Facts of the Case
The petitioners filed their respective returns of income for Assessment Years
2016-17 and 2017-18. The returns were processed by the Income Tax
Department and intimations were issued under Section 143(1) of the Income Tax Act, 1961.
Subsequently, after the judgment of the Supreme
Court in Union of India v. Ashish
Agarwal, the Revenue issued notices
under Section 148A(b) alleging that income chargeable to tax had escaped
assessment. The petitioners submitted replies to these notices.
Thereafter, the Assessing Officer passed orders
under Section 148A(d) holding
that certain income had escaped assessment and consequently issued reassessment notices under Section 148
of the Income Tax Act.
The petitioners challenged these reassessment
proceedings before the Delhi High Court, contending that the notices and orders
were issued without approval from the
“specified authority” as mandated under Section 151 of the Income Tax Act.
Issues Involved
- Whether reassessment notices issued under Sections 148 and 148A are valid when the approval is not
obtained from the specified
authority as required under Section 151 of the Income Tax Act, 1961.
- Whether approval obtained from an authority not specified under Section 151(ii) can sustain reassessment
proceedings when more than three years have elapsed from the relevant
assessment year.
- Whether reassessment proceedings initiated in such circumstances
are liable to be quashed.
Petitioner’s Arguments
- The reassessment proceedings were initiated without obtaining approval from the correct specified authority
as required under Section 151(ii)
of the Income Tax Act.
- Since more than three years
had elapsed from the end of the relevant assessment year, approval
should have been taken from the Principal
Chief Commissioner or Principal Director General / Chief Commissioner /
Director General, as prescribed under Section 151(ii).
- Instead, approval had been taken from an authority falling under Section 151(i), which was legally
insufficient.
- Consequently, the reassessment notices issued under Sections 148A(d) and 148 were without jurisdiction and invalid in law.
Respondent’s Arguments
- The reassessment proceedings were valid and initiated after
obtaining approval from the concerned authority.

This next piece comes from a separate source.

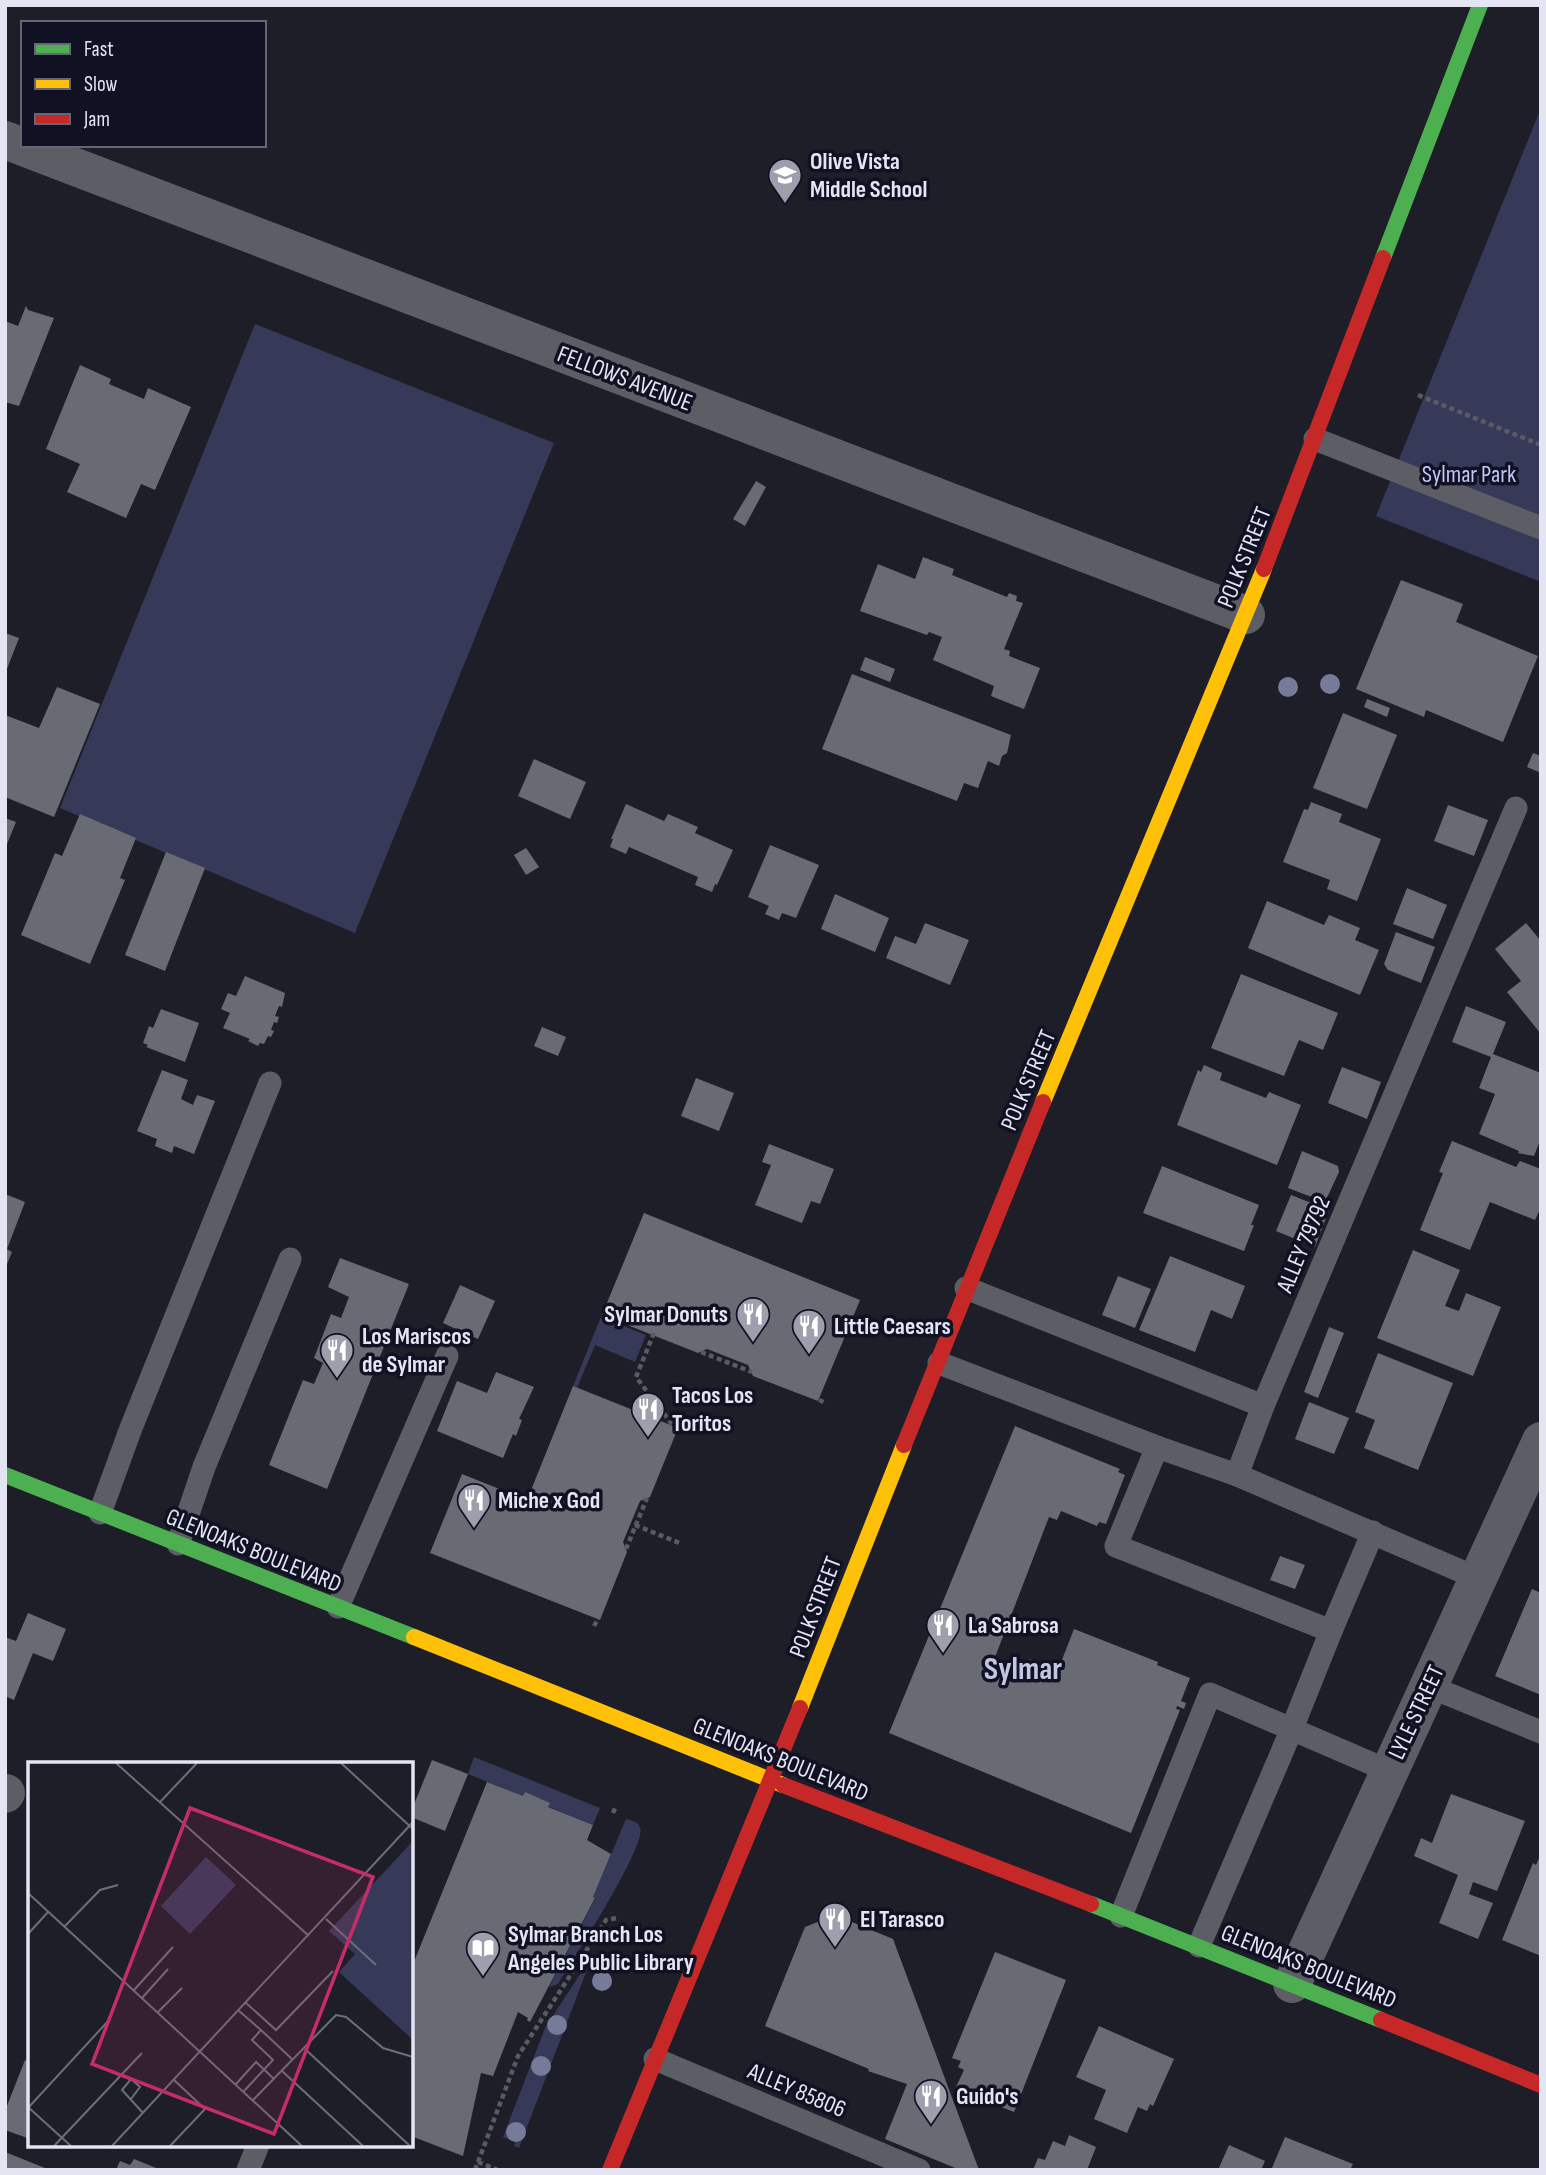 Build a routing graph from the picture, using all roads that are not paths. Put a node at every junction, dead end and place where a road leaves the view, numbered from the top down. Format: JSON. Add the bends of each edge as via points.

- Reliance was placed on the Taxation
and Other Laws (Relaxation and Amendment of Certain Provisions) Act, 2020
(TOLA) and CBDT Instruction
No.1/2022 dated 11.05.2022.
- It was contended that the approval requirement should not
invalidate reassessment proceedings in the present circumstances.
Court’s Findings
- The first proviso to
Section 148 clearly mandates that no notice shall be issued unless prior approval of the specified
authority is obtained.
- The amended Section 151
explicitly identifies the authority competent to grant approval depending
upon the time elapsed from the end of the relevant assessment year.
- If more than three years
have elapsed, approval must be obtained from the authority
specified in Section 151(ii).
- In the present batch of cases, although more than three years had
elapsed, approval was taken from an authority falling under Section 151(i).
Court Order
- The impugned orders under
Section 148A(d) and notices
issued under Section 148 were invalid and unsustainable in law due to absence of approval
from the specified authority under Section
151(ii).
- Accordingly, the Court quashed
the impugned notices and orders in all the connected writ
petitions.
- However, the Revenue was granted liberty to initiate fresh reassessment proceedings in accordance
with law if permissible.
Important Clarification by the Court
- Approval from the specified authority under Section 151 is
mandatory for issuing reassessment notices.
- The identity of the specified authority depends on the time elapsed
since the relevant assessment year.
- If the approval is obtained from the wrong authority, the reassessment notice becomes legally unsustainable.